● **INSTRUCTIONS TO FOLLOW**
Take every line from the listing below that includes "BALBOA" and copy it.

● **EXERCISE DATA**
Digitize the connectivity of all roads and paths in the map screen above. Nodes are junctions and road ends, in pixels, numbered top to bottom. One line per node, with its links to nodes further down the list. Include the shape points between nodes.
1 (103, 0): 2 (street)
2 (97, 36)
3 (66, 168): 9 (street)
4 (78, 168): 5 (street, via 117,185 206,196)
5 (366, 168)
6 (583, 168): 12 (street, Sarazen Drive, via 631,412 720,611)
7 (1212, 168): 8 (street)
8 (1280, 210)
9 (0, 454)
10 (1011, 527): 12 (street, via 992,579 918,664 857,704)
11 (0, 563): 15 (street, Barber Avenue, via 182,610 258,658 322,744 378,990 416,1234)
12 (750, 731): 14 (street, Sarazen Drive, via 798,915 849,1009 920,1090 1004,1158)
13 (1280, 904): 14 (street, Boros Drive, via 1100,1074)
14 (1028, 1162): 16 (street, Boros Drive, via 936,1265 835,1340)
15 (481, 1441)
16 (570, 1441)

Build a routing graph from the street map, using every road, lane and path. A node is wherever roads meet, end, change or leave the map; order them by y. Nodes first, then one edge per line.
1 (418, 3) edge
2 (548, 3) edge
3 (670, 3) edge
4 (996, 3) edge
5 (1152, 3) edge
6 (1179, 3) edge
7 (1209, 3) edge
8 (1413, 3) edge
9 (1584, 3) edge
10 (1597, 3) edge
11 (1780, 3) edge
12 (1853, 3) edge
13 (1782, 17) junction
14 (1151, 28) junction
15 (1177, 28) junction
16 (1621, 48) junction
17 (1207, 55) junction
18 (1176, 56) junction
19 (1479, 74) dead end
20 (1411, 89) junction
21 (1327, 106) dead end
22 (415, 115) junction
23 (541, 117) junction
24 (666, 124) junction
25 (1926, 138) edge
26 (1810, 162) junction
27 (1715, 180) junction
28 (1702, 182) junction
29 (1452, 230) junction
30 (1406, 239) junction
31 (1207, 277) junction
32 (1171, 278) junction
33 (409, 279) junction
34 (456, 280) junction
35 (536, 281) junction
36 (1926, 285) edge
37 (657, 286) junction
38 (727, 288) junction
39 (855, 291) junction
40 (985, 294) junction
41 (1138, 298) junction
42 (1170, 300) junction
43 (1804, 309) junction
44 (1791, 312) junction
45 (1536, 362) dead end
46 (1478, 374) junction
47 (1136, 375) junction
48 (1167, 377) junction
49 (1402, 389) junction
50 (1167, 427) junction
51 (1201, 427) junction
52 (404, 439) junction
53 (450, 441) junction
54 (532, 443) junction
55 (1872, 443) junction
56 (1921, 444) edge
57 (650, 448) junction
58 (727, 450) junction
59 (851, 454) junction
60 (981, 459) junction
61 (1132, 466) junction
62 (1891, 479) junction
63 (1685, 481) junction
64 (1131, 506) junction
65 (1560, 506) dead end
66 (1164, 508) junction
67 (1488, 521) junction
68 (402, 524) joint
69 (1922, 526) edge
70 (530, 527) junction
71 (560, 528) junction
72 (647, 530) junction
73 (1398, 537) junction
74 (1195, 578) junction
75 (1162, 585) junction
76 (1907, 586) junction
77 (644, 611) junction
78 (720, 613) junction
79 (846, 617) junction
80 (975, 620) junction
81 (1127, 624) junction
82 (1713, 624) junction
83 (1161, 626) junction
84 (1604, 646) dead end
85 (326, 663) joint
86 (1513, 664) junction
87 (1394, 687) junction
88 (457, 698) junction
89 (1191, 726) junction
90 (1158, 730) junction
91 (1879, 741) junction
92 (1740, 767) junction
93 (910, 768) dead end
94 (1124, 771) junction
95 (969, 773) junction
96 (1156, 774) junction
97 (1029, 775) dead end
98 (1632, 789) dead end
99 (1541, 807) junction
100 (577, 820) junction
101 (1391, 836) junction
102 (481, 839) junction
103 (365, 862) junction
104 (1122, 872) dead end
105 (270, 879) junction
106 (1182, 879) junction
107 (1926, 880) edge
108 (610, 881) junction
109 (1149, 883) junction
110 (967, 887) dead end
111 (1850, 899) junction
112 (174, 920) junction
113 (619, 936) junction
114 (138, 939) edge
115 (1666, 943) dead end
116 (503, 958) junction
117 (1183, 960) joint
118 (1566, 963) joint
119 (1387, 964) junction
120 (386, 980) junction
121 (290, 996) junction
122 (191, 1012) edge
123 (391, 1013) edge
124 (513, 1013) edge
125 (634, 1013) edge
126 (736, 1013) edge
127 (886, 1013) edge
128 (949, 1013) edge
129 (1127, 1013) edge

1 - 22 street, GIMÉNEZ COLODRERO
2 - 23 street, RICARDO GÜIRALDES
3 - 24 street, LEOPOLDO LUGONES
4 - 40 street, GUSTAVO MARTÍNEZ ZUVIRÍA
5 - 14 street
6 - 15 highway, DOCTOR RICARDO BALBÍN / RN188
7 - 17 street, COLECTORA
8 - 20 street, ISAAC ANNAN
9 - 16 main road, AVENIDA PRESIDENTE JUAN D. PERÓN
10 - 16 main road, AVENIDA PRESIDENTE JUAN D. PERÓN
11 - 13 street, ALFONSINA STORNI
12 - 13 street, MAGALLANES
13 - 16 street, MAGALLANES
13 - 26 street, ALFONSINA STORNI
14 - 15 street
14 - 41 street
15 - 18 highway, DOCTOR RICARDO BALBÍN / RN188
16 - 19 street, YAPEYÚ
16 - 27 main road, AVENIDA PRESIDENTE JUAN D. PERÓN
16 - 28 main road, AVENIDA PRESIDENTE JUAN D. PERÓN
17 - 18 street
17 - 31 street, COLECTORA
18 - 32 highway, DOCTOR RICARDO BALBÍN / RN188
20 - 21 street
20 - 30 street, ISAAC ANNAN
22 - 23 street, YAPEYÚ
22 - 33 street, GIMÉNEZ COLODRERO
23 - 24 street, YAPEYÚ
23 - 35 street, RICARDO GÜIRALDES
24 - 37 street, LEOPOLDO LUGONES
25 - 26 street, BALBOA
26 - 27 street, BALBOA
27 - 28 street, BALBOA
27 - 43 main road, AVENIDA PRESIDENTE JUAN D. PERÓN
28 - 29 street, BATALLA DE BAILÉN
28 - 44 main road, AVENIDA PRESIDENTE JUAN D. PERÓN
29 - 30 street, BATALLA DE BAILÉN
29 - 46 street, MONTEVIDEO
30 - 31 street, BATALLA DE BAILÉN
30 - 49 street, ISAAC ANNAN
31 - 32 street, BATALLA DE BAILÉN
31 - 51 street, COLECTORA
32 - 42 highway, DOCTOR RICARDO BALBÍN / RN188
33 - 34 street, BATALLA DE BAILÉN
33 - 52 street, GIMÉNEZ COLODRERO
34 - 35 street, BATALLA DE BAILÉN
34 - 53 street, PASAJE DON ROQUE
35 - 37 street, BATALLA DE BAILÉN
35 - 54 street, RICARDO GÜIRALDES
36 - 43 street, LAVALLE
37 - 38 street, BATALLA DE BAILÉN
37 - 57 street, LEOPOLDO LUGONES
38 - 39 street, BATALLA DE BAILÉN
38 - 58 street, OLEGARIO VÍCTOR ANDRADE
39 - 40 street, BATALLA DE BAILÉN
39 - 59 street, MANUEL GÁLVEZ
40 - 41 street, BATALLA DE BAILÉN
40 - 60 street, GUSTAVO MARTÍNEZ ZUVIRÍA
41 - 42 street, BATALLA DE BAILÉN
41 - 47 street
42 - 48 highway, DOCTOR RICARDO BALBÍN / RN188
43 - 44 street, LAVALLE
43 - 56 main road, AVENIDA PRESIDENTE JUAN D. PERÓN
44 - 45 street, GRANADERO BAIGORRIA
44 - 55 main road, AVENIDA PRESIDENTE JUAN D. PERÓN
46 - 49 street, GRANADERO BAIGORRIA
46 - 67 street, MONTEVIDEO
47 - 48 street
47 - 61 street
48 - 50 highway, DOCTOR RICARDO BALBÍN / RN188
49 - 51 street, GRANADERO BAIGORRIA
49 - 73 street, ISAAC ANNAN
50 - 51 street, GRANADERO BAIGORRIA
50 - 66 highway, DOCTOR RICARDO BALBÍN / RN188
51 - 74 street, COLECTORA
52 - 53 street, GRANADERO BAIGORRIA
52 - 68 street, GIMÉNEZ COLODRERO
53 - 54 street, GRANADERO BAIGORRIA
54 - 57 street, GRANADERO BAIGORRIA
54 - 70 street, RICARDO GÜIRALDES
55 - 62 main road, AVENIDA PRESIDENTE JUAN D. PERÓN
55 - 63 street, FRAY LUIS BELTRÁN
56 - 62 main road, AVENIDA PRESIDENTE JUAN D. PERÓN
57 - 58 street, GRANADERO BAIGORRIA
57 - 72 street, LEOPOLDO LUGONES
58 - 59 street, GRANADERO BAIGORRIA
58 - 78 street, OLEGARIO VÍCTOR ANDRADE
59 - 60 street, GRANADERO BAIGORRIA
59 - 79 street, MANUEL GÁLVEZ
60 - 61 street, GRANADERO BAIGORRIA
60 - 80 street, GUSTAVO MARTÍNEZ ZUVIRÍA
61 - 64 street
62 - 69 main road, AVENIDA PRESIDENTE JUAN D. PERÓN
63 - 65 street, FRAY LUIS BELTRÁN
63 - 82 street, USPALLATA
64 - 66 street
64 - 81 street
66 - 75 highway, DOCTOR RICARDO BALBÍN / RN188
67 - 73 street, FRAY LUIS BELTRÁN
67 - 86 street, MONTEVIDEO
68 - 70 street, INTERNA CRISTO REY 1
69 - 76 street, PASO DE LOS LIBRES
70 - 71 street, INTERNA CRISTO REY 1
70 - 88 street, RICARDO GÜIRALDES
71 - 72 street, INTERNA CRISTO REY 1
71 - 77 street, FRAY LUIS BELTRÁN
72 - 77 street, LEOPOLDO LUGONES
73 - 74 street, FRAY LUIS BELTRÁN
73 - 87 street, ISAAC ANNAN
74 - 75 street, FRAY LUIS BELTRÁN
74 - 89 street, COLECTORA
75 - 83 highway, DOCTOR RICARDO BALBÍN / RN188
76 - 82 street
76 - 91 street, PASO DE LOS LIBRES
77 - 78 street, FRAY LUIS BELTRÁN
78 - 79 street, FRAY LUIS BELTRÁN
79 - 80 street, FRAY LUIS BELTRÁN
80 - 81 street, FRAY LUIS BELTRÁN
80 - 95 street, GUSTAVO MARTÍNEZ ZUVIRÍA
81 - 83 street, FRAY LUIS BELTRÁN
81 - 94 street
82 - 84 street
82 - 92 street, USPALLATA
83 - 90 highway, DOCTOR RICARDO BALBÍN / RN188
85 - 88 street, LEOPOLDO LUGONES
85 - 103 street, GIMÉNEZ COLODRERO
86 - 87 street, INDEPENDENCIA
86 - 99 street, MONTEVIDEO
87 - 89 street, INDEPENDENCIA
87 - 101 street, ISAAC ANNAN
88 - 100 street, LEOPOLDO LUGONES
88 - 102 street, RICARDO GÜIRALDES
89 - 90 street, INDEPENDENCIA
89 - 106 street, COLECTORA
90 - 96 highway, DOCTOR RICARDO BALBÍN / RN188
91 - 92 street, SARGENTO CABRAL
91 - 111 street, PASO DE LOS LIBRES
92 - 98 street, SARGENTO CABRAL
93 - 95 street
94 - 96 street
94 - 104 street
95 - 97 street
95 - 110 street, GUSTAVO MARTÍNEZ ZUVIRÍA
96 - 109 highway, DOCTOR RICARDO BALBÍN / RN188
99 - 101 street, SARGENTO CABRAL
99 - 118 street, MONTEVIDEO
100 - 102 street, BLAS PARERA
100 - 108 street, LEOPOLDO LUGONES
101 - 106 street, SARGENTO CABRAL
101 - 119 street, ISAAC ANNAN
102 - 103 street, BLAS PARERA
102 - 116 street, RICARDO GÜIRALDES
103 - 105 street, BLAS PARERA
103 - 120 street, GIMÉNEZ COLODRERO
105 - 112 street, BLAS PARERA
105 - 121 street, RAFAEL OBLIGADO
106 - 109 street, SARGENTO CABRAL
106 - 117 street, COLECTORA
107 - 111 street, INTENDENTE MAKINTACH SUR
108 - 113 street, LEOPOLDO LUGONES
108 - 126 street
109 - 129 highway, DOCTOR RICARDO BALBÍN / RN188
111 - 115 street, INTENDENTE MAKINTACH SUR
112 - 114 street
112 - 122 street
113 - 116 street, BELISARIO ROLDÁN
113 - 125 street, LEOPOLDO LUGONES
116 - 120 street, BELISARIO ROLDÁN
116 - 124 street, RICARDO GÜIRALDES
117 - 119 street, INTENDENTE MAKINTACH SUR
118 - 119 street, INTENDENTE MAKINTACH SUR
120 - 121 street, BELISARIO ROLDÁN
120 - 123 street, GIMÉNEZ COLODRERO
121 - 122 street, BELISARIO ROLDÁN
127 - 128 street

● **RESPONSE BELOW**
25 - 26 street, BALBOA
26 - 27 street, BALBOA
27 - 28 street, BALBOA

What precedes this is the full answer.